Wild Speculation #1: Perhaps the high degree of variability in the development of galls is associated with the inherent genetic variability within an oak species. In other words, some trees are genetically more resistant while others are more susceptible.
Wild Speculation #2: Another possibility plays on the theme that gall growth and development require a tightly choreographic dance between the gall-maker and its host. Is there a “founder effect” with wasps that are genetically best suited for utilizing a particular tree being selected over time? The successive generations of their progeny would then thrive and multiply to eventually produce a gall explosion.
Wild Speculation #3: A final possibility involves chemical communication. Are the wasps communicating through chemical signals that translate into "this tree is good eats" causing females to remain on the tree? Could the galls themselves exude volatiles that make the tree more attractive compared to the other trees?
Of course, heavy galling could be associated with all the above, none of the above; or just bad luck. Science has yet to provide an answer.
Regardless of the reason, one effective gall-management option is to remove trees that have proven to be highly susceptible. The image below shows a row of pin oaks (Quercus palustris) in southwest Ohio. I took the picture in 2013 and have been re-visiting the oaks over the years. The tree in the foreground has been heavily galled since I started observing the trees.

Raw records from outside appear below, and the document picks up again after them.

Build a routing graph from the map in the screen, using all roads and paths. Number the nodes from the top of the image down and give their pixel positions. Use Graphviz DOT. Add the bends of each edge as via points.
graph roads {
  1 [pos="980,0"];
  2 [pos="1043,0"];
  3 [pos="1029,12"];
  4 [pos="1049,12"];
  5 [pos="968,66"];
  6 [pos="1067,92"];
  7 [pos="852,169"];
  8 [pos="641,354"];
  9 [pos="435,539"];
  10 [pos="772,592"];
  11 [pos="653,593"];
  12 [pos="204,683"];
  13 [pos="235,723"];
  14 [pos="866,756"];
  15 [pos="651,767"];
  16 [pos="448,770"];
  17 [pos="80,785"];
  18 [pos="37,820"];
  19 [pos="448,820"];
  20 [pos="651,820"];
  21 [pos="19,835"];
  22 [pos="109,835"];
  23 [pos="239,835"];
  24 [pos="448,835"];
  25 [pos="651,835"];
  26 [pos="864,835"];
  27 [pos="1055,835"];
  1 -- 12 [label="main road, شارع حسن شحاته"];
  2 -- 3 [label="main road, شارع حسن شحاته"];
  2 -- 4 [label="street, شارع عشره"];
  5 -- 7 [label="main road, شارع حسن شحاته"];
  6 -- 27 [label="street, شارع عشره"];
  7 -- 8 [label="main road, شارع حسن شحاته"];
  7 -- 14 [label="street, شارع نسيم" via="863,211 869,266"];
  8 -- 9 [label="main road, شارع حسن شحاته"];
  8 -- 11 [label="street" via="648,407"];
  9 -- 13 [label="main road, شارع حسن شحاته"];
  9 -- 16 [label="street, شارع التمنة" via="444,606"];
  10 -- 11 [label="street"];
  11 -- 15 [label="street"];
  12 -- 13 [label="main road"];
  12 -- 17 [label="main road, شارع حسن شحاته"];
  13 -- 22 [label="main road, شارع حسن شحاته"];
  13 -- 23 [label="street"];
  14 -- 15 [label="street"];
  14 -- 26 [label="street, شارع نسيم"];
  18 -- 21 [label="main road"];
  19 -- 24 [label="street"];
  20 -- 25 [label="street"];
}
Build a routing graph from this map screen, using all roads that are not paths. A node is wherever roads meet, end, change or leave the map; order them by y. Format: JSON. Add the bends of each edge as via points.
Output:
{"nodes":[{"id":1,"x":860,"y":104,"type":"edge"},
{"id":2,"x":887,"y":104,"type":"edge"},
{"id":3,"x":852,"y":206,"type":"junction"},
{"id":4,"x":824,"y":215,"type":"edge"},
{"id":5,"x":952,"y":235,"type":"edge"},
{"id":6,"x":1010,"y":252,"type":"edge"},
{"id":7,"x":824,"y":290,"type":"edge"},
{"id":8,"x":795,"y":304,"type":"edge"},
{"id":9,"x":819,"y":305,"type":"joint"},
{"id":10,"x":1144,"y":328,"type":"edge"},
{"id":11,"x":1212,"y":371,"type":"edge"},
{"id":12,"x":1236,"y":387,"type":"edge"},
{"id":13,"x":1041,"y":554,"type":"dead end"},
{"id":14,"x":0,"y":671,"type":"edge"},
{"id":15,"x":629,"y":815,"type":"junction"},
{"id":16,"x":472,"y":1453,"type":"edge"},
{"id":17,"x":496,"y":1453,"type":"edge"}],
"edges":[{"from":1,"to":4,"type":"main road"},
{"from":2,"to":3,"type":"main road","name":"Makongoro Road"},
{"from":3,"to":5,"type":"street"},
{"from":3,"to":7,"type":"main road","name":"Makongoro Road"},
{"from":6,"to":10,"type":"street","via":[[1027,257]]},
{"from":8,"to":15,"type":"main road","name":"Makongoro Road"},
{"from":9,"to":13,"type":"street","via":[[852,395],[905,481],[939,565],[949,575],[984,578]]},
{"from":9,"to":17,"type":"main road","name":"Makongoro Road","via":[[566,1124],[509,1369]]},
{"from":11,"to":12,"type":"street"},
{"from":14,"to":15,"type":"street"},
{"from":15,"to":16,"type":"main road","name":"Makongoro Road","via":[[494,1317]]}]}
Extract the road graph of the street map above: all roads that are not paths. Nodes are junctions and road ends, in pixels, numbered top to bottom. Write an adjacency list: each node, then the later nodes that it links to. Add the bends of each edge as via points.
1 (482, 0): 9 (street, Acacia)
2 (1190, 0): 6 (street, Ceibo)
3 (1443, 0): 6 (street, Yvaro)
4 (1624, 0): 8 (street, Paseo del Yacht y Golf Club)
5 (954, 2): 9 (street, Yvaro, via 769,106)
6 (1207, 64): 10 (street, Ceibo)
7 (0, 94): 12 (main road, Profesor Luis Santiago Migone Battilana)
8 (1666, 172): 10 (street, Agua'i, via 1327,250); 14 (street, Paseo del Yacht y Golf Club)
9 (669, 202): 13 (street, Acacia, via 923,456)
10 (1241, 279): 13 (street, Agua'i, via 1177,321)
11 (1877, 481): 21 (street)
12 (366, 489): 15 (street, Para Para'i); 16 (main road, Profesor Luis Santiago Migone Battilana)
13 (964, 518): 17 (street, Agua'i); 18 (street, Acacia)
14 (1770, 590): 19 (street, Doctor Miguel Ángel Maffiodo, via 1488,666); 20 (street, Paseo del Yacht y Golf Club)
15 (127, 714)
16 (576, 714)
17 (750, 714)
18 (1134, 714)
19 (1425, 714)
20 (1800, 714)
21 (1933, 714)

The others remained gall-free until recently with the development of a sparse collection of galls, but nothing nearly as dramatic as the number of galls found on the gall-magnet.
The image below shows the gall-magnet has been removed and replaced with a honeylocust (Gleditsia triacanthos). The removal and replacement illustrate two approaches to gall management. Removal of the unsightly gall-magnet reduces the localized horned oak gall wasp population, and the replacement tree is outside of the wasp’s host range which speaks to the value of plant diversity.
Finally, it’s important not to apply basal pruning too quickly in response to horned oak galls. I’ve been photographing the shingle oak (Quercus imbricaria) shown below for years. The tree is located in southwest Ohio and despite heavy galling, there’s been no significant branch dieback. The extent of the galling is only revealed when leaves drop in the fall.
Another interesting observation is that the number of new stem galls has been steadily declining over the past few years. The tree has never been treated with an insecticide.
I have no explanation for the lack of stem dieback or the reversal in stem gall development. There are too many viable possibilities to speculate. Perhaps it’s just good luck.
Standing on the Shoulders of Giants
Virtually everything we know about horned oak gall development and management comes from the Ph.D. thesis research conducted in the late 1990s by Eileen Eliason (now Buss) in partnership with her major advisor, Dr. Dan Potter, Entomology, University of Kentucky. Their work is highlighted in the “Selected References” below and remains a touchstone example of the rigorous research required to unravel the intricate dance between an insect gall-maker and its plant host.